====== Material supplied

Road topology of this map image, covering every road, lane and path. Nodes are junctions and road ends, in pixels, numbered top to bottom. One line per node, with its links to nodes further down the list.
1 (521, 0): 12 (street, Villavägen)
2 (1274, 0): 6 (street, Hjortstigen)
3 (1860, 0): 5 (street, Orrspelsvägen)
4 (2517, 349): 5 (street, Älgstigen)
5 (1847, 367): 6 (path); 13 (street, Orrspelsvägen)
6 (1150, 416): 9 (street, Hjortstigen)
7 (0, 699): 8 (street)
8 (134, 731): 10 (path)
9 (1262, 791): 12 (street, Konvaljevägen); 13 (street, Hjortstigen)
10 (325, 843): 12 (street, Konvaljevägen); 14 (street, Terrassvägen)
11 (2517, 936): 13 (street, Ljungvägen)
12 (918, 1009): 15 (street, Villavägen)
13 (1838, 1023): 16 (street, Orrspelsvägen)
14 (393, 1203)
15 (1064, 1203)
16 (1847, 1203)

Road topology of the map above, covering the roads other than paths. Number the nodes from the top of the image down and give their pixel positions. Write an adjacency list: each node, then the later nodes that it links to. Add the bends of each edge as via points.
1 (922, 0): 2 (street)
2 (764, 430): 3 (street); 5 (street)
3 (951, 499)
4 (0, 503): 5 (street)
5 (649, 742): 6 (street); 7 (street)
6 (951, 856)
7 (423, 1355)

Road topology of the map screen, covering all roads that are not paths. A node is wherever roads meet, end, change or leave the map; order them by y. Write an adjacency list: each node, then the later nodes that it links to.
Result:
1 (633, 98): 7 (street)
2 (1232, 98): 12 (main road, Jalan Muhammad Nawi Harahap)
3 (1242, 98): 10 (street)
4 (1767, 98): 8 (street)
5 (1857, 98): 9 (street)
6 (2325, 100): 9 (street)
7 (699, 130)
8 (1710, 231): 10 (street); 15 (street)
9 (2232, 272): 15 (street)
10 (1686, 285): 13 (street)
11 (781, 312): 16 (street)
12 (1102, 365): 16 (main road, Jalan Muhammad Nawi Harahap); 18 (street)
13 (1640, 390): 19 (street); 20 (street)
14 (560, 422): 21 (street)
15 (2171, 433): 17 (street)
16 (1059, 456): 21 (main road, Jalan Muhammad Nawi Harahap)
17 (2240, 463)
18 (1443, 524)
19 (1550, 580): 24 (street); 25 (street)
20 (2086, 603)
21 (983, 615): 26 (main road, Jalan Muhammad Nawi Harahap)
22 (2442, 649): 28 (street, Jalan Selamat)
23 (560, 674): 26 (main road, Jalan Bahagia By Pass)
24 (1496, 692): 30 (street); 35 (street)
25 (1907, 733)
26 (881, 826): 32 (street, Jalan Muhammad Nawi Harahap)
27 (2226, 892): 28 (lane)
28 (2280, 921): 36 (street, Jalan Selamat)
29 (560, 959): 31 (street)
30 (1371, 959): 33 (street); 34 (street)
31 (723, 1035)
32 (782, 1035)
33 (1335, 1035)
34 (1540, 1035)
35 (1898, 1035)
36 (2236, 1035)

============

» **Problem description**: Only an exact copy of all the data will do as the answer.

» **Result below**:
Road topology of this map image, covering every road, lane and path. Nodes are junctions and road ends, in pixels, numbered top to bottom. One line per node, with its links to nodes further down the list.
1 (521, 0): 12 (street, Villavägen)
2 (1274, 0): 6 (street, Hjortstigen)
3 (1860, 0): 5 (street, Orrspelsvägen)
4 (2517, 349): 5 (street, Älgstigen)
5 (1847, 367): 6 (path); 13 (street, Orrspelsvägen)
6 (1150, 416): 9 (street, Hjortstigen)
7 (0, 699): 8 (street)
8 (134, 731): 10 (path)
9 (1262, 791): 12 (street, Konvaljevägen); 13 (street, Hjortstigen)
10 (325, 843): 12 (street, Konvaljevägen); 14 (street, Terrassvägen)
11 (2517, 936): 13 (street, Ljungvägen)
12 (918, 1009): 15 (street, Villavägen)
13 (1838, 1023): 16 (street, Orrspelsvägen)
14 (393, 1203)
15 (1064, 1203)
16 (1847, 1203)

Road topology of the map above, covering the roads other than paths. Number the nodes from the top of the image down and give their pixel positions. Write an adjacency list: each node, then the later nodes that it links to. Add the bends of each edge as via points.
1 (922, 0): 2 (street)
2 (764, 430): 3 (street); 5 (street)
3 (951, 499)
4 (0, 503): 5 (street)
5 (649, 742): 6 (street); 7 (street)
6 (951, 856)
7 (423, 1355)

Road topology of the map screen, covering all roads that are not paths. A node is wherever roads meet, end, change or leave the map; order them by y. Write an adjacency list: each node, then the later nodes that it links to.
Result:
1 (633, 98): 7 (street)
2 (1232, 98): 12 (main road, Jalan Muhammad Nawi Harahap)
3 (1242, 98): 10 (street)
4 (1767, 98): 8 (street)
5 (1857, 98): 9 (street)
6 (2325, 100): 9 (street)
7 (699, 130)
8 (1710, 231): 10 (street); 15 (street)
9 (2232, 272): 15 (street)
10 (1686, 285): 13 (street)
11 (781, 312): 16 (street)
12 (1102, 365): 16 (main road, Jalan Muhammad Nawi Harahap); 18 (street)
13 (1640, 390): 19 (street); 20 (street)
14 (560, 422): 21 (street)
15 (2171, 433): 17 (street)
16 (1059, 456): 21 (main road, Jalan Muhammad Nawi Harahap)
17 (2240, 463)
18 (1443, 524)
19 (1550, 580): 24 (street); 25 (street)
20 (2086, 603)
21 (983, 615): 26 (main road, Jalan Muhammad Nawi Harahap)
22 (2442, 649): 28 (street, Jalan Selamat)
23 (560, 674): 26 (main road, Jalan Bahagia By Pass)
24 (1496, 692): 30 (street); 35 (street)
25 (1907, 733)
26 (881, 826): 32 (street, Jalan Muhammad Nawi Harahap)
27 (2226, 892): 28 (lane)
28 (2280, 921): 36 (street, Jalan Selamat)
29 (560, 959): 31 (street)
30 (1371, 959): 33 (street); 34 (street)
31 (723, 1035)
32 (782, 1035)
33 (1335, 1035)
34 (1540, 1035)
35 (1898, 1035)
36 (2236, 1035)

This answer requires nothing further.